DATASET EXTRACT ->

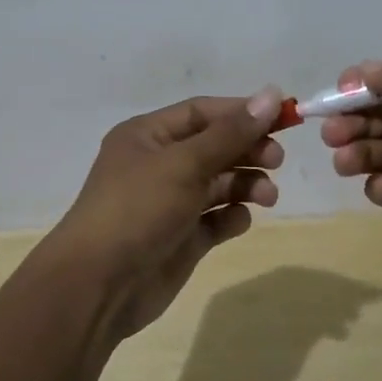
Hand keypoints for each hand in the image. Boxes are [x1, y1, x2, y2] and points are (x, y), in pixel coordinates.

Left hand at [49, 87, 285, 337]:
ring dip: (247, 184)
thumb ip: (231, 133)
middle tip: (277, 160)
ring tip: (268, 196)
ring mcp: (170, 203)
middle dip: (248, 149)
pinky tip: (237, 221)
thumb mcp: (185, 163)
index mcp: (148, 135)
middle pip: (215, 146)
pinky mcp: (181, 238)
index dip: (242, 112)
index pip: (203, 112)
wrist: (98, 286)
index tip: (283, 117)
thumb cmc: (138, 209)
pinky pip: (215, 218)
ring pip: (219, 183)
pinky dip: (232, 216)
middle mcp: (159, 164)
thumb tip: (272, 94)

---

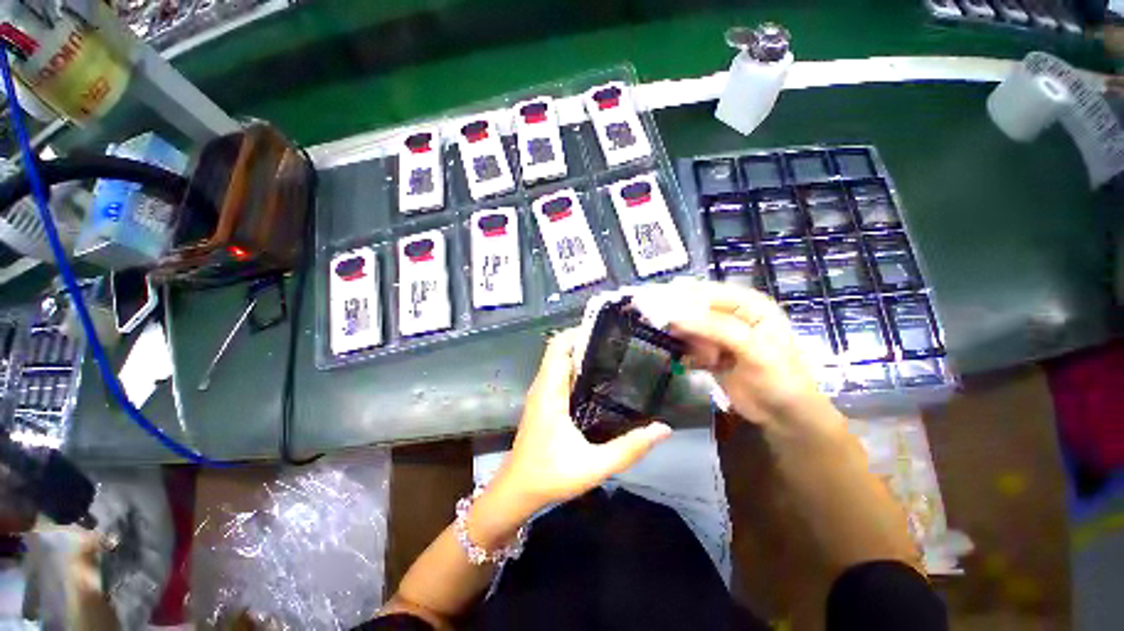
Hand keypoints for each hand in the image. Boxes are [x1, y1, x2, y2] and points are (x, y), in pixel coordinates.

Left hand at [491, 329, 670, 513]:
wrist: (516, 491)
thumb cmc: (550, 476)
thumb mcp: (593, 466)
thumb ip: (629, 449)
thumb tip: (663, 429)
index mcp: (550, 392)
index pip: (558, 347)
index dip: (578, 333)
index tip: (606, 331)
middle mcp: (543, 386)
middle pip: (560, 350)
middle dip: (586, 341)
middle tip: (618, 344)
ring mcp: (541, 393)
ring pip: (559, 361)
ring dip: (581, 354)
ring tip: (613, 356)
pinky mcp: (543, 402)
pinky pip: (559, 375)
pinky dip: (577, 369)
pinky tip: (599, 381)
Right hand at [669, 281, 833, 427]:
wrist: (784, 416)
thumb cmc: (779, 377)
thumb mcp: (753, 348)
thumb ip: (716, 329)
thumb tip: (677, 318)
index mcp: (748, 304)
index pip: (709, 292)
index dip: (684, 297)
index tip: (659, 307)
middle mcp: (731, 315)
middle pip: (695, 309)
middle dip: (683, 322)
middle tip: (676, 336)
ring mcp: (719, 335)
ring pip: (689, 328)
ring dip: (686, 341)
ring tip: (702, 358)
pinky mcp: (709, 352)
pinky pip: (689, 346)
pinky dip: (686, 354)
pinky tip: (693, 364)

TASK DETAILS ->
Using the data above, reproduce exactly the lines from the line that contains "Right hand at" through the line that contains "pinky tip: (693, 364)", including both.

EXPECTED ANSWER ->
Right hand at [669, 281, 833, 427]:
wrist: (784, 416)
thumb cmc: (779, 377)
thumb mcp: (753, 348)
thumb ip: (716, 329)
thumb tip: (677, 318)
index mcp: (748, 304)
index pip: (709, 292)
index dip: (684, 297)
index tip: (659, 307)
middle mcp: (731, 315)
middle pip: (695, 309)
middle dip: (683, 322)
middle tip: (676, 336)
ring mcp: (719, 335)
ring pip: (689, 328)
ring dip: (686, 341)
ring tip: (702, 358)
pinky mcp: (709, 352)
pinky pip: (689, 346)
pinky dip: (686, 354)
pinky tip: (693, 364)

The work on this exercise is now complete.